What would it take? (Or, Why the debate will never end)
Before you read the rest of this post, please take a moment (or, if you read as slow as I do, several moments) to read these two posts, by different authors, discussing the study Continuing Increases in Autism Reported to California’s Developmental Services System: Mercury in Retrograde and the accompanying essay Thimerosal Disappears but Autism Remains published in this month's Archives of General Psychiatry:
- Thimerosal Exposure Declines, Autism Rates Increase (Autism Vox)
- Making Sense of the California Autism Numbers (Age of Autism)
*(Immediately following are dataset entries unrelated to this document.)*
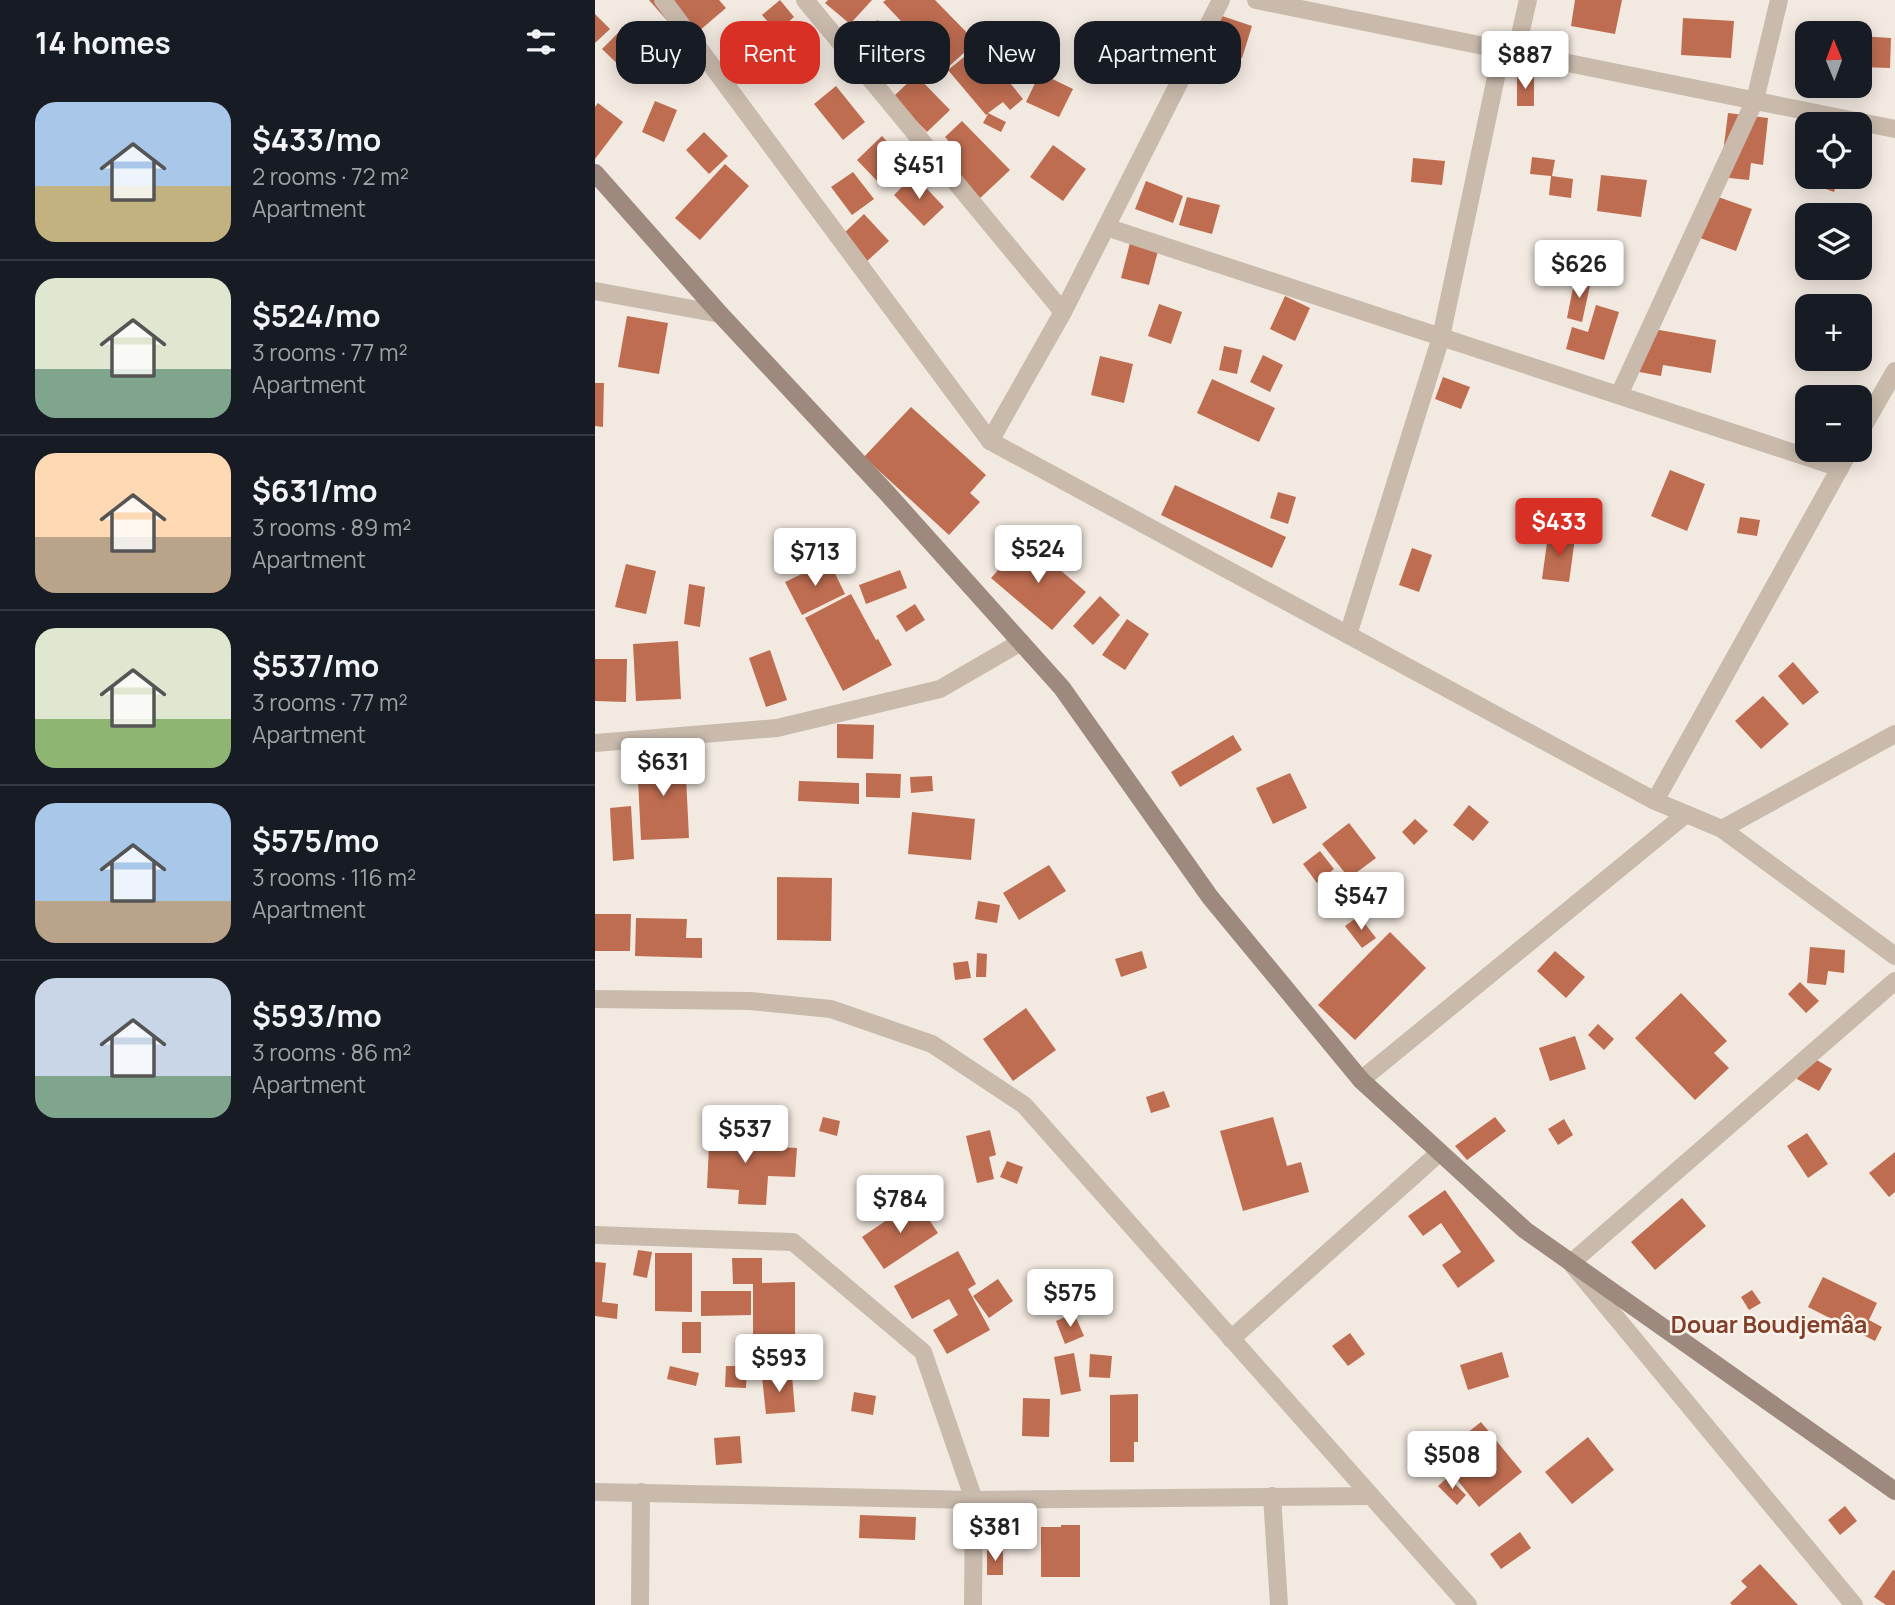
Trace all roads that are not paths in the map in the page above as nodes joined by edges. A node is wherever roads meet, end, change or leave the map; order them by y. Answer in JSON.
{"nodes":[{"id":1,"x":663,"y":0,"type":"edge"},
{"id":2,"x":806,"y":0,"type":"edge"},
{"id":3,"x":1221,"y":0,"type":"edge"},
{"id":4,"x":1256,"y":0,"type":"edge"},
{"id":5,"x":1528,"y":0,"type":"edge"},
{"id":6,"x":1779,"y":0,"type":"edge"},
{"id":7,"x":1510,"y":51,"type":"junction"},
{"id":8,"x":1755,"y":100,"type":"junction"},
{"id":9,"x":1895,"y":129,"type":"edge"},
{"id":10,"x":595,"y":173,"type":"edge"},
{"id":11,"x":1106,"y":227,"type":"junction"},
{"id":12,"x":595,"y":291,"type":"edge"},
{"id":13,"x":1062,"y":312,"type":"junction"},
{"id":14,"x":720,"y":314,"type":"junction"},
{"id":15,"x":1441,"y":337,"type":"junction"},
{"id":16,"x":1895,"y":371,"type":"edge"},
{"id":17,"x":1619,"y":396,"type":"junction"},
{"id":18,"x":1872,"y":411,"type":"edge"},
{"id":19,"x":989,"y":441,"type":"junction"},
{"id":20,"x":1843,"y":462,"type":"edge"},
{"id":21,"x":1840,"y":468,"type":"junction"},
{"id":22,"x":1348,"y":635,"type":"junction"},
{"id":23,"x":1021,"y":642,"type":"junction"},
{"id":24,"x":1895,"y":734,"type":"edge"},
{"id":25,"x":595,"y":743,"type":"edge"},
{"id":26,"x":1655,"y":801,"type":"junction"},
{"id":27,"x":1686,"y":814,"type":"junction"},
{"id":28,"x":1722,"y":829,"type":"junction"},
{"id":29,"x":1895,"y":956,"type":"edge"},
{"id":30,"x":1895,"y":981,"type":"edge"},
{"id":31,"x":595,"y":999,"type":"edge"},
{"id":32,"x":1361,"y":1080,"type":"junction"},
{"id":33,"x":1439,"y":1153,"type":"junction"},
{"id":34,"x":595,"y":1235,"type":"edge"},
{"id":35,"x":1571,"y":1263,"type":"junction"},
{"id":36,"x":1231,"y":1339,"type":"junction"},
{"id":37,"x":1895,"y":1491,"type":"edge"},
{"id":38,"x":595,"y":1492,"type":"edge"},
{"id":39,"x":641,"y":1492,"type":"junction"},
{"id":40,"x":1272,"y":1496,"type":"junction"},
{"id":41,"x":1371,"y":1496,"type":"junction"},
{"id":42,"x":974,"y":1500,"type":"junction"},
{"id":43,"x":640,"y":1605,"type":"edge"},
{"id":44,"x":973,"y":1605,"type":"edge"},
{"id":45,"x":1279,"y":1605,"type":"edge"},
{"id":46,"x":1468,"y":1605,"type":"edge"},
{"id":47,"x":1854,"y":1605,"type":"edge"}],
"edges":[{"from":1,"to":19,"type":"street"},
{"from":2,"to":13,"type":"street"},
{"from":3,"to":11,"type":"street"},
{"from":4,"to":7,"type":"street"},
{"from":5,"to":7,"type":"street"},
{"from":6,"to":8,"type":"street"},
{"from":7,"to":8,"type":"street"},
{"from":7,"to":15,"type":"street"},
{"from":8,"to":9,"type":"street"},
{"from":8,"to":17,"type":"street"},
{"from":10,"to":14,"type":"street"},
{"from":11,"to":13,"type":"street"},
{"from":11,"to":15,"type":"street"},
{"from":12,"to":14,"type":"street"},
{"from":13,"to":19,"type":"street"},
{"from":14,"to":23,"type":"street"},
{"from":15,"to":17,"type":"street"},
{"from":15,"to":22,"type":"street"},
{"from":16,"to":18,"type":"street"},
{"from":17,"to":21,"type":"street"},
{"from":19,"to":22,"type":"street"},
{"from":20,"to":21,"type":"street"},
{"from":21,"to":26,"type":"street"},
{"from":22,"to":26,"type":"street"},
{"from":23,"to":25,"type":"street"},
{"from":23,"to":32,"type":"street"},
{"from":24,"to":28,"type":"street"},
{"from":26,"to":27,"type":"street"},
{"from":27,"to":28,"type":"street"},
{"from":27,"to":32,"type":"street"},
{"from":28,"to":29,"type":"street"},
{"from":30,"to":35,"type":"street"},
{"from":31,"to":36,"type":"street"},
{"from":32,"to":33,"type":"street"},
{"from":33,"to":35,"type":"street"},
{"from":33,"to":36,"type":"street"},
{"from":34,"to":42,"type":"street"},
{"from":35,"to":37,"type":"street"},
{"from":35,"to":47,"type":"street"},
{"from":36,"to":41,"type":"street"},
{"from":38,"to":39,"type":"street"},
{"from":39,"to":42,"type":"street"},
{"from":39,"to":43,"type":"street"},
{"from":40,"to":41,"type":"street"},
{"from":40,"to":42,"type":"street"},
{"from":40,"to":45,"type":"street"},
{"from":41,"to":46,"type":"street"},
{"from":42,"to":44,"type":"street"}]}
On the Autism Blog at About.com, Lisa Jo Rudy hits the nail right on the head with this pessimistic (but unfortunately accurate) observation:
Knowing the autism community as I do, I find it hard to believe that these findings will change much of anything. Those who believe firmly that vaccines are NOT to blame for the rise in autism diagnoses will stand on these findings as proof positive of their claims. Meanwhile, those who believe firmly in the toxic nature of vaccines will continue to advocate for an end to required vaccinations - and for compensation for vaccine damage to their children.In his article on Age of Autism, Mark Blaxill effectively quotes Karl Popper as a guide in his examination and acceptance of criticism to his theory:
He who gives up his theory too easily in the face of apparent refutations will never discover the possibilities inherent in his theory. There is room in science for debate: for attack and therefore also for defense...But do not give up your theories too easily--not, at any rate before you have critically examined your criticism.But this then begs the question, at what point do you give up your theories. In discussing his conversion from atheism to theism (I believe Christianity, though he never comes out and says it) in his book There is a God, Antony Flew writes:
Now it often seems to people who are not atheists as if there is no conceivable piece of evidence that wold be admitted by apparently scientific-minded dogmatic atheists to be a sufficient reason for conceding "There might be a God after all." I therefore put to my former fellow-atheists the simple central question: "What would have to occur or to have occurred to constitute for you a reason to at least consider the existence of a superior Mind?"Obviously, this question can go both ways, and can be applied to just about any partisan disagreement, including the one at hand. With that in mind, I'll rephrase the questions I asked above:
- If you believe that thimerosal is not a primary cause of autism, what would it take to convince you that it actually is?
- If you believe that thimerosal is the primary cause of autism, what would it take to convince you that is not?